• REQUIRED WORK:
Write out the records that appear below, verbatim and complete, but without pictures.

(Saved data entries)
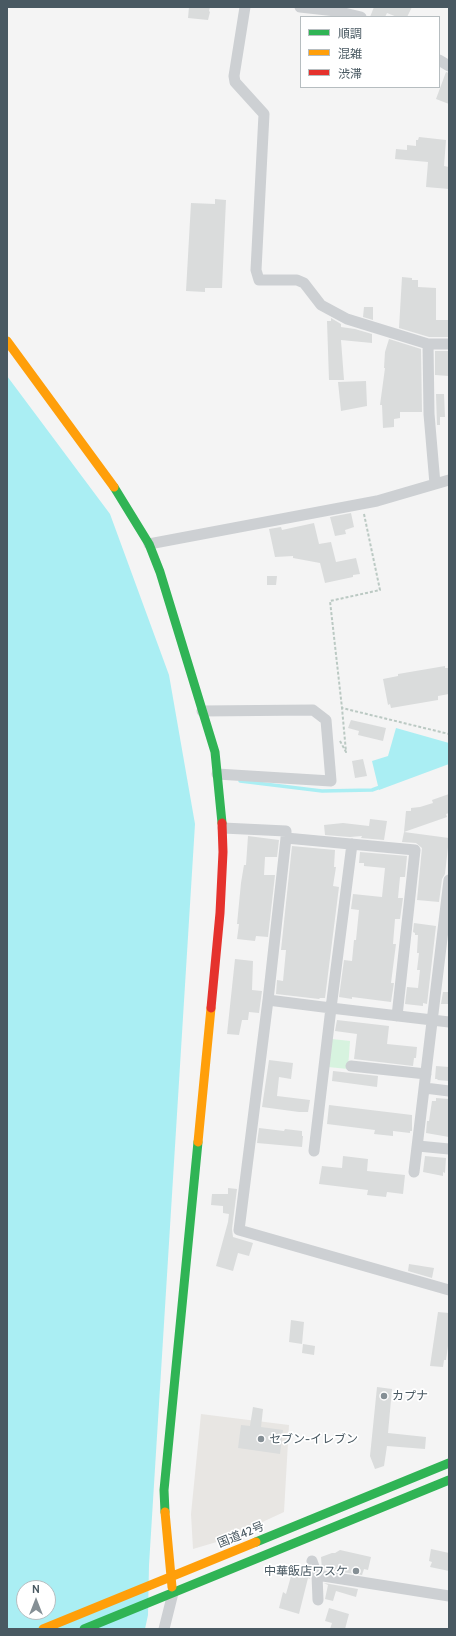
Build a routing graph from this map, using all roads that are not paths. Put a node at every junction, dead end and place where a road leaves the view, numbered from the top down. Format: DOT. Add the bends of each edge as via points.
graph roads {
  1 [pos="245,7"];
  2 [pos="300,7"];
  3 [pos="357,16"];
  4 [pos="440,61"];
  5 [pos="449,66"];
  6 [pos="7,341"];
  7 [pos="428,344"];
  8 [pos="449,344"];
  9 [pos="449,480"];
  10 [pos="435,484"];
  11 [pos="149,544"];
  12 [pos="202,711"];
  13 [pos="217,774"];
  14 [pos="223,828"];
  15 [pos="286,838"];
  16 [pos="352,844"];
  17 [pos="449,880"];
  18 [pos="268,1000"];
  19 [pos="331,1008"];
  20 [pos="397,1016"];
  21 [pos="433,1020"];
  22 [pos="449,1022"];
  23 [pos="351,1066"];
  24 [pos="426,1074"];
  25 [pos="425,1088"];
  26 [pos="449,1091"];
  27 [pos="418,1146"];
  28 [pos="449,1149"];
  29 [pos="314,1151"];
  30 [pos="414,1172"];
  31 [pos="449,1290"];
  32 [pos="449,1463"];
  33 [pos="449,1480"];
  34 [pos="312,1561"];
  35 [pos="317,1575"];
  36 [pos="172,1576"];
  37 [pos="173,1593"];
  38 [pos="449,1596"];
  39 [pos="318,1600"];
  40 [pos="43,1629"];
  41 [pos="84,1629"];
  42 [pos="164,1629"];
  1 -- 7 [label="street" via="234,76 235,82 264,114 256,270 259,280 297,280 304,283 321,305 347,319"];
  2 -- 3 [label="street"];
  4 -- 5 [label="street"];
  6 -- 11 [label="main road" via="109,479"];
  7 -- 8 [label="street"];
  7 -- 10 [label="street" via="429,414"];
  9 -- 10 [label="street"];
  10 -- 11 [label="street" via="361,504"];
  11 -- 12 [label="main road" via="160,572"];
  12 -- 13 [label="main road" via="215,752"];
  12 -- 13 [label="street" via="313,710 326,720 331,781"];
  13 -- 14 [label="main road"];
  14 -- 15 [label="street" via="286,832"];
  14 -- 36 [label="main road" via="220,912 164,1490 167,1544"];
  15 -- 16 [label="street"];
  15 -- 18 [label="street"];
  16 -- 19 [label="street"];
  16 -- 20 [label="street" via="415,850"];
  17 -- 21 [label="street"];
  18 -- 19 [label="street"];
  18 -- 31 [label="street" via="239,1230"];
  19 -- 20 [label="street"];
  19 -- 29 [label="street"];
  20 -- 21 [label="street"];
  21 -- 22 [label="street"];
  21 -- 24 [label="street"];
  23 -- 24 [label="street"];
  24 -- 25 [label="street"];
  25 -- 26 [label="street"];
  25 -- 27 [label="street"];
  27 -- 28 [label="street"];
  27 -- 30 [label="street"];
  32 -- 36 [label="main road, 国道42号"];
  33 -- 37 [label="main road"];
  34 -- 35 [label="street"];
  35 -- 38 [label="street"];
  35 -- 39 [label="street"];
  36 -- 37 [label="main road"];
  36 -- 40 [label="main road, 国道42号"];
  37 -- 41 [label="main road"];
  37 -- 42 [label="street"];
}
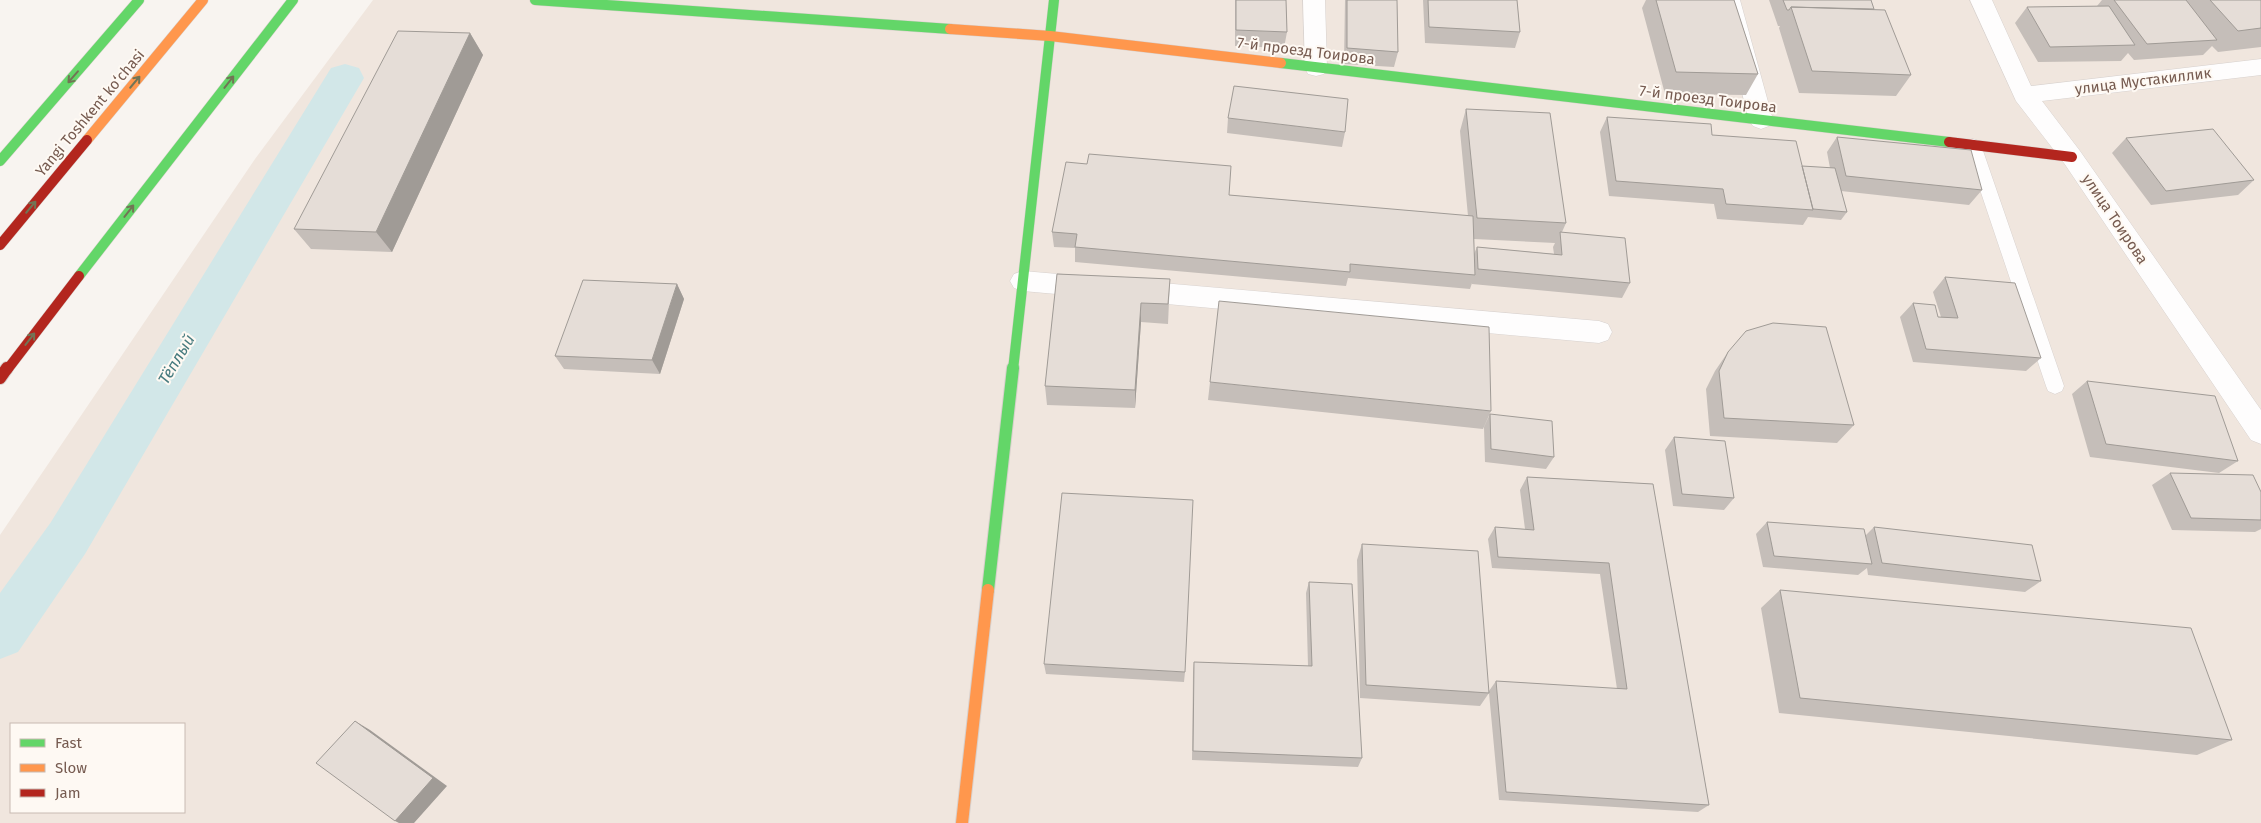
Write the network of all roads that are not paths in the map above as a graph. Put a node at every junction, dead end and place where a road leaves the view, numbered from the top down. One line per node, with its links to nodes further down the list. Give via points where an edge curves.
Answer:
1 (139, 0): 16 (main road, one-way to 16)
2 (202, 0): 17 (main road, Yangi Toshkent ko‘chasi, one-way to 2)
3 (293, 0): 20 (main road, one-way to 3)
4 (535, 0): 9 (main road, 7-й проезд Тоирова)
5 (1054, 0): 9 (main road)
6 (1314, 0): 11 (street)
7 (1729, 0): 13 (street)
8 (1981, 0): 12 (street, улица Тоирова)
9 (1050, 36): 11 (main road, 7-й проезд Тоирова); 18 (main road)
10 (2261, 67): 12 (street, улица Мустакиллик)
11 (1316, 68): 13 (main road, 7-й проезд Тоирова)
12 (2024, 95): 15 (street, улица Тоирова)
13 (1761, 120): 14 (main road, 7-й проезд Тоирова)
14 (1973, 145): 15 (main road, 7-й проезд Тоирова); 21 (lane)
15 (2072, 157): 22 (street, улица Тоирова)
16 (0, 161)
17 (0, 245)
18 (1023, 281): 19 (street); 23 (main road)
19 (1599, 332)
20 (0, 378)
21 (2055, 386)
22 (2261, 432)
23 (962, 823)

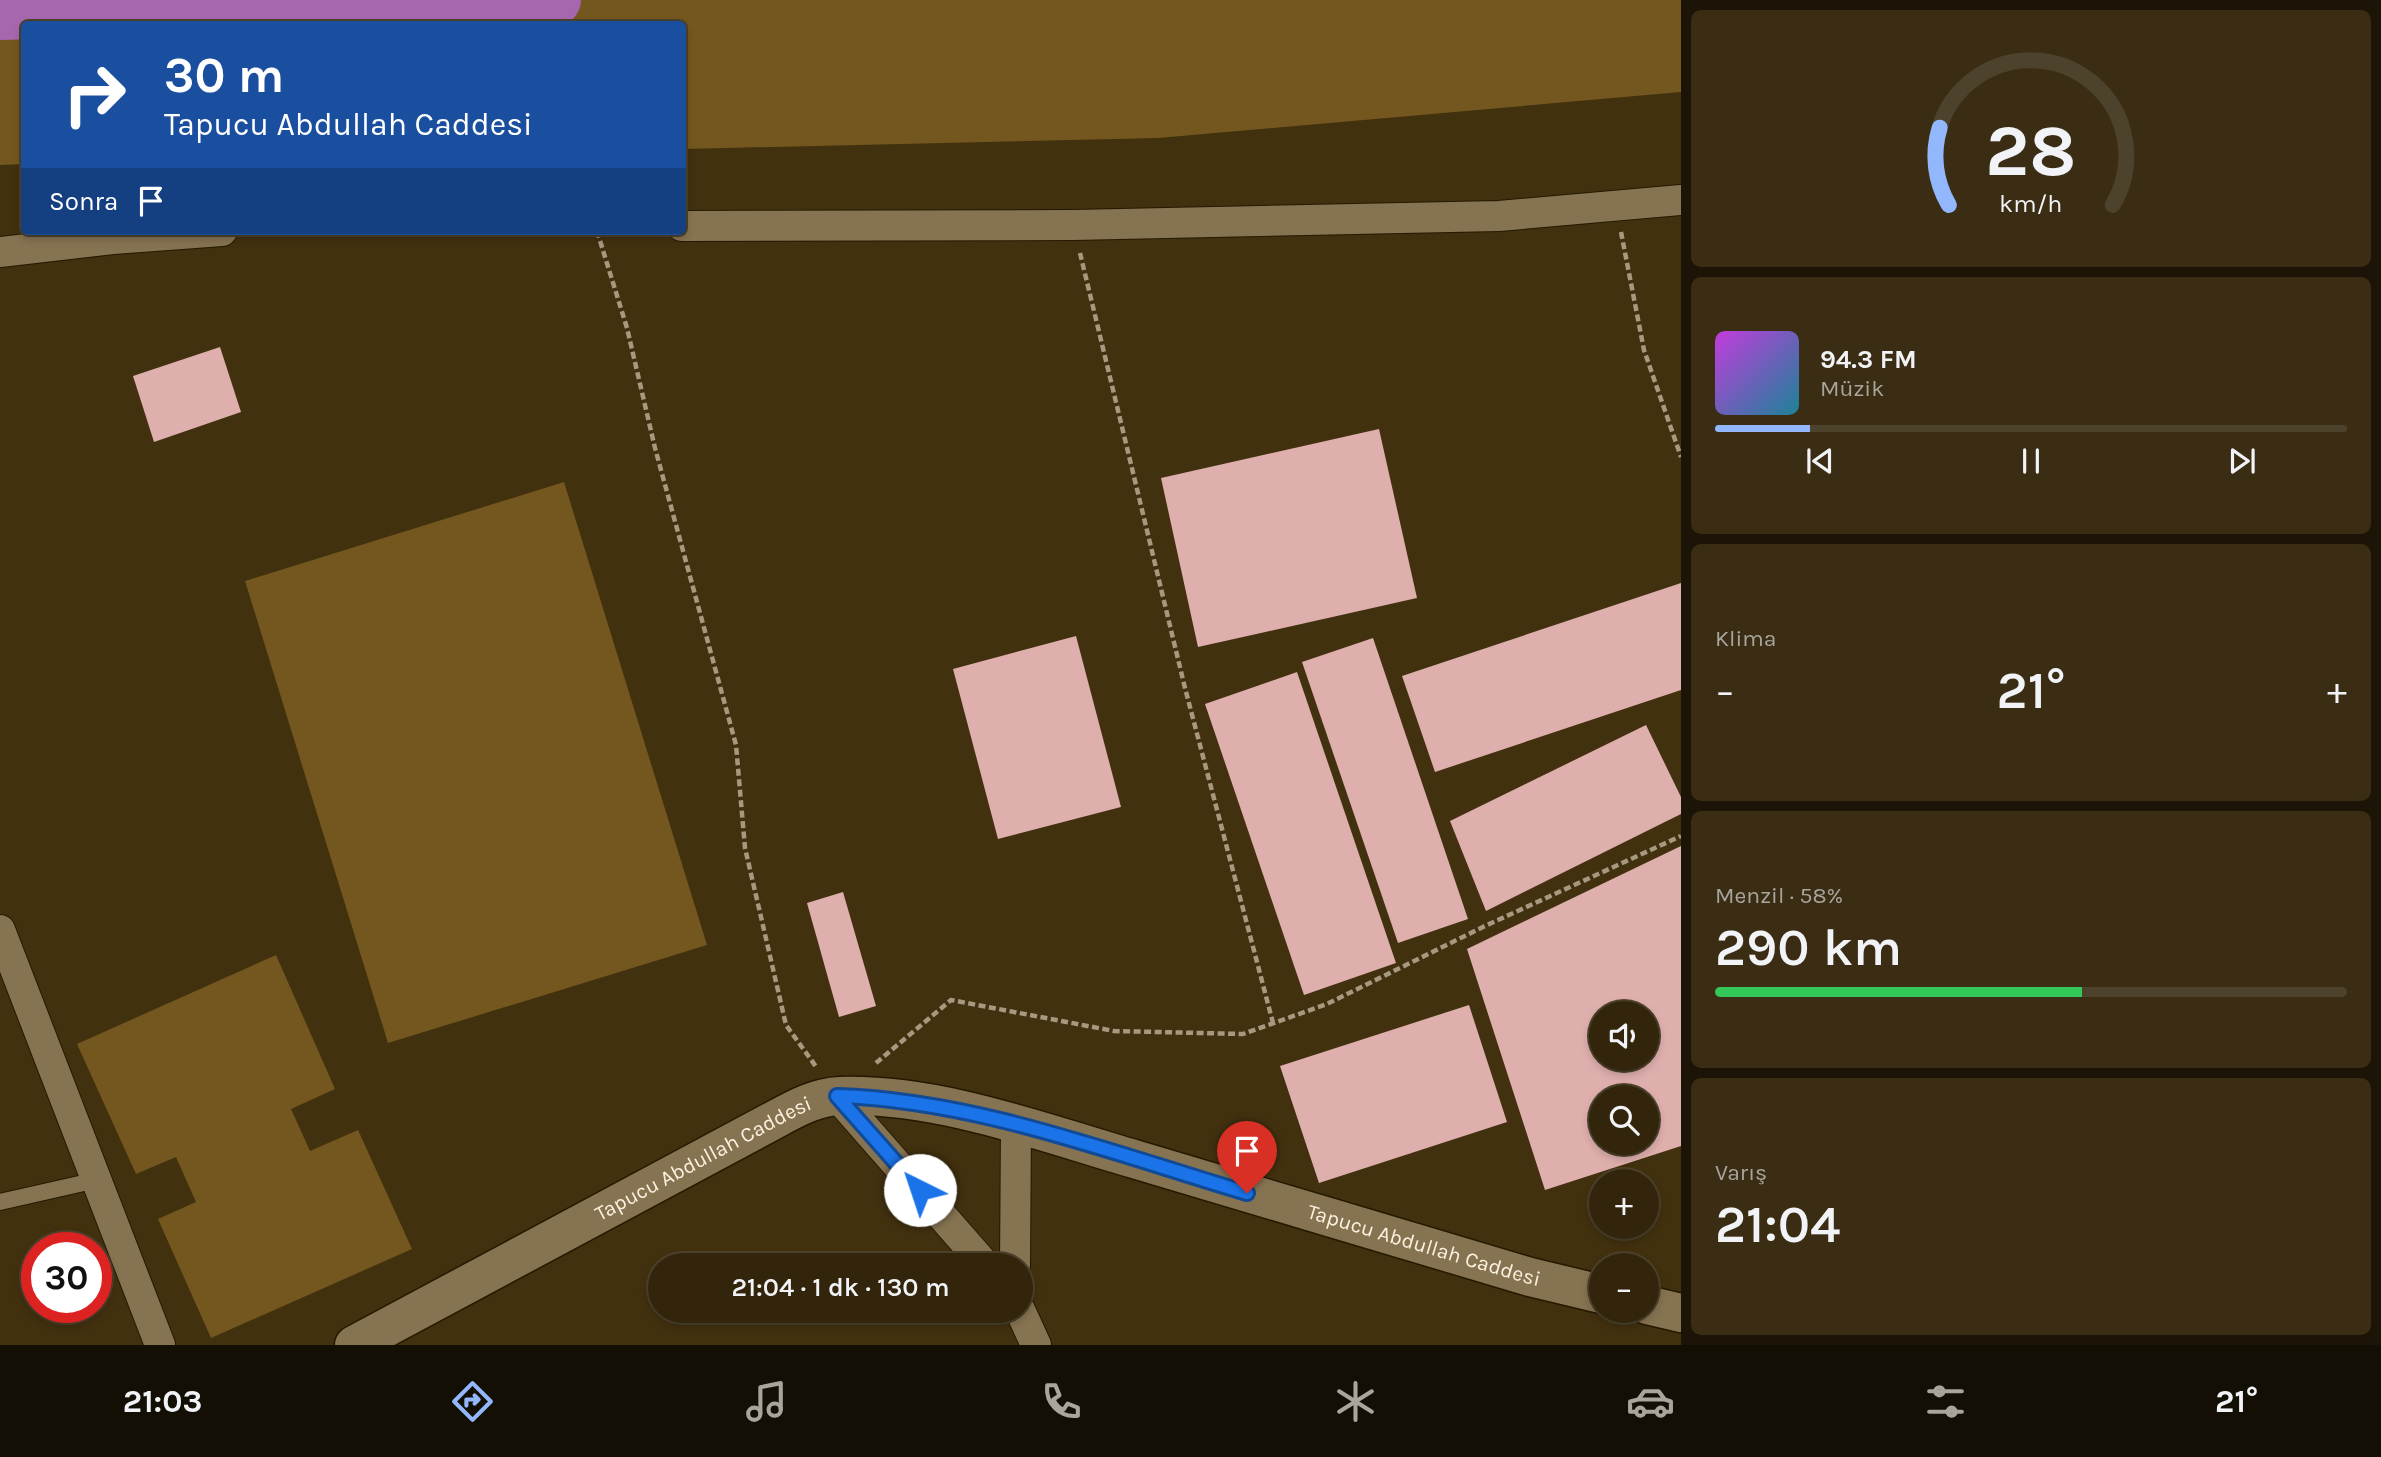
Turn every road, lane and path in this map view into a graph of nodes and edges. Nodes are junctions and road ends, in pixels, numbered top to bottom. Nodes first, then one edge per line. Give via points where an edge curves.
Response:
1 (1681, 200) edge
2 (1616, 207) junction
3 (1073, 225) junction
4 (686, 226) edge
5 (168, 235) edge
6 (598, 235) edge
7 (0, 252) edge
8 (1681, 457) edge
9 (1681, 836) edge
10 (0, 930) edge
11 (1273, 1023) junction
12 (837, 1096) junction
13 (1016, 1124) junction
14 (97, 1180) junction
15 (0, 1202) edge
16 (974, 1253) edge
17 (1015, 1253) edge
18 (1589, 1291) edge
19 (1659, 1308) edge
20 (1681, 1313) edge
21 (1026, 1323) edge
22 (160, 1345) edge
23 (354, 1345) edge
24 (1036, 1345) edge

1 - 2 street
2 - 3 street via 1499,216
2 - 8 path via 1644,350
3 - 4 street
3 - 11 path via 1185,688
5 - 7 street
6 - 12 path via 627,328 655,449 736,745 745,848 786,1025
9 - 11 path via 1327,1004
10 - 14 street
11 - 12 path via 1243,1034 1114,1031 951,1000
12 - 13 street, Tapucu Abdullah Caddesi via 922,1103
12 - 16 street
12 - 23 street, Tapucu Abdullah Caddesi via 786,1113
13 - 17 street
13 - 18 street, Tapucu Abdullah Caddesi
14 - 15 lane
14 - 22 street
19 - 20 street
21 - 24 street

• RESULT BELOW:
Build a routing graph from this map, using all roads that are not paths. Put a node at every junction, dead end and place where a road leaves the view, numbered from the top down. Format: DOT. Add the bends of each edge as via points.
graph roads {
  1 [pos="245,7"];
  2 [pos="300,7"];
  3 [pos="357,16"];
  4 [pos="440,61"];
  5 [pos="449,66"];
  6 [pos="7,341"];
  7 [pos="428,344"];
  8 [pos="449,344"];
  9 [pos="449,480"];
  10 [pos="435,484"];
  11 [pos="149,544"];
  12 [pos="202,711"];
  13 [pos="217,774"];
  14 [pos="223,828"];
  15 [pos="286,838"];
  16 [pos="352,844"];
  17 [pos="449,880"];
  18 [pos="268,1000"];
  19 [pos="331,1008"];
  20 [pos="397,1016"];
  21 [pos="433,1020"];
  22 [pos="449,1022"];
  23 [pos="351,1066"];
  24 [pos="426,1074"];
  25 [pos="425,1088"];
  26 [pos="449,1091"];
  27 [pos="418,1146"];
  28 [pos="449,1149"];
  29 [pos="314,1151"];
  30 [pos="414,1172"];
  31 [pos="449,1290"];
  32 [pos="449,1463"];
  33 [pos="449,1480"];
  34 [pos="312,1561"];
  35 [pos="317,1575"];
  36 [pos="172,1576"];
  37 [pos="173,1593"];
  38 [pos="449,1596"];
  39 [pos="318,1600"];
  40 [pos="43,1629"];
  41 [pos="84,1629"];
  42 [pos="164,1629"];
  1 -- 7 [label="street" via="234,76 235,82 264,114 256,270 259,280 297,280 304,283 321,305 347,319"];
  2 -- 3 [label="street"];
  4 -- 5 [label="street"];
  6 -- 11 [label="main road" via="109,479"];
  7 -- 8 [label="street"];
  7 -- 10 [label="street" via="429,414"];
  9 -- 10 [label="street"];
  10 -- 11 [label="street" via="361,504"];
  11 -- 12 [label="main road" via="160,572"];
  12 -- 13 [label="main road" via="215,752"];
  12 -- 13 [label="street" via="313,710 326,720 331,781"];
  13 -- 14 [label="main road"];
  14 -- 15 [label="street" via="286,832"];
  14 -- 36 [label="main road" via="220,912 164,1490 167,1544"];
  15 -- 16 [label="street"];
  15 -- 18 [label="street"];
  16 -- 19 [label="street"];
  16 -- 20 [label="street" via="415,850"];
  17 -- 21 [label="street"];
  18 -- 19 [label="street"];
  18 -- 31 [label="street" via="239,1230"];
  19 -- 20 [label="street"];
  19 -- 29 [label="street"];
  20 -- 21 [label="street"];
  21 -- 22 [label="street"];
  21 -- 24 [label="street"];
  23 -- 24 [label="street"];
  24 -- 25 [label="street"];
  25 -- 26 [label="street"];
  25 -- 27 [label="street"];
  27 -- 28 [label="street"];
  27 -- 30 [label="street"];
  32 -- 36 [label="main road, 国道42号"];
  33 -- 37 [label="main road"];
  34 -- 35 [label="street"];
  35 -- 38 [label="street"];
  35 -- 39 [label="street"];
  36 -- 37 [label="main road"];
  36 -- 40 [label="main road, 国道42号"];
  37 -- 41 [label="main road"];
  37 -- 42 [label="street"];
}
Write the network of all roads that are not paths in the map above as a graph. Put a node at every junction, dead end and place where a road leaves the view, numbered from the top down. One line per node, with its links to nodes further down the list. Give via points where an edge curves.
Answer:
1 (139, 0): 16 (main road, one-way to 16)
2 (202, 0): 17 (main road, Yangi Toshkent ko‘chasi, one-way to 2)
3 (293, 0): 20 (main road, one-way to 3)
4 (535, 0): 9 (main road, 7-й проезд Тоирова)
5 (1054, 0): 9 (main road)
6 (1314, 0): 11 (street)
7 (1729, 0): 13 (street)
8 (1981, 0): 12 (street, улица Тоирова)
9 (1050, 36): 11 (main road, 7-й проезд Тоирова); 18 (main road)
10 (2261, 67): 12 (street, улица Мустакиллик)
11 (1316, 68): 13 (main road, 7-й проезд Тоирова)
12 (2024, 95): 15 (street, улица Тоирова)
13 (1761, 120): 14 (main road, 7-й проезд Тоирова)
14 (1973, 145): 15 (main road, 7-й проезд Тоирова); 21 (lane)
15 (2072, 157): 22 (street, улица Тоирова)
16 (0, 161)
17 (0, 245)
18 (1023, 281): 19 (street); 23 (main road)
19 (1599, 332)
20 (0, 378)
21 (2055, 386)
22 (2261, 432)
23 (962, 823)

Turn every road, lane and path in this map view into a graph of nodes and edges. Nodes are junctions and road ends, in pixels, numbered top to bottom. Nodes first, then one edge per line. Give via points where an edge curves.
Response:
1 (1681, 200) edge
2 (1616, 207) junction
3 (1073, 225) junction
4 (686, 226) edge
5 (168, 235) edge
6 (598, 235) edge
7 (0, 252) edge
8 (1681, 457) edge
9 (1681, 836) edge
10 (0, 930) edge
11 (1273, 1023) junction
12 (837, 1096) junction
13 (1016, 1124) junction
14 (97, 1180) junction
15 (0, 1202) edge
16 (974, 1253) edge
17 (1015, 1253) edge
18 (1589, 1291) edge
19 (1659, 1308) edge
20 (1681, 1313) edge
21 (1026, 1323) edge
22 (160, 1345) edge
23 (354, 1345) edge
24 (1036, 1345) edge

1 - 2 street
2 - 3 street via 1499,216
2 - 8 path via 1644,350
3 - 4 street
3 - 11 path via 1185,688
5 - 7 street
6 - 12 path via 627,328 655,449 736,745 745,848 786,1025
9 - 11 path via 1327,1004
10 - 14 street
11 - 12 path via 1243,1034 1114,1031 951,1000
12 - 13 street, Tapucu Abdullah Caddesi via 922,1103
12 - 16 street
12 - 23 street, Tapucu Abdullah Caddesi via 786,1113
13 - 17 street
13 - 18 street, Tapucu Abdullah Caddesi
14 - 15 lane
14 - 22 street
19 - 20 street
21 - 24 street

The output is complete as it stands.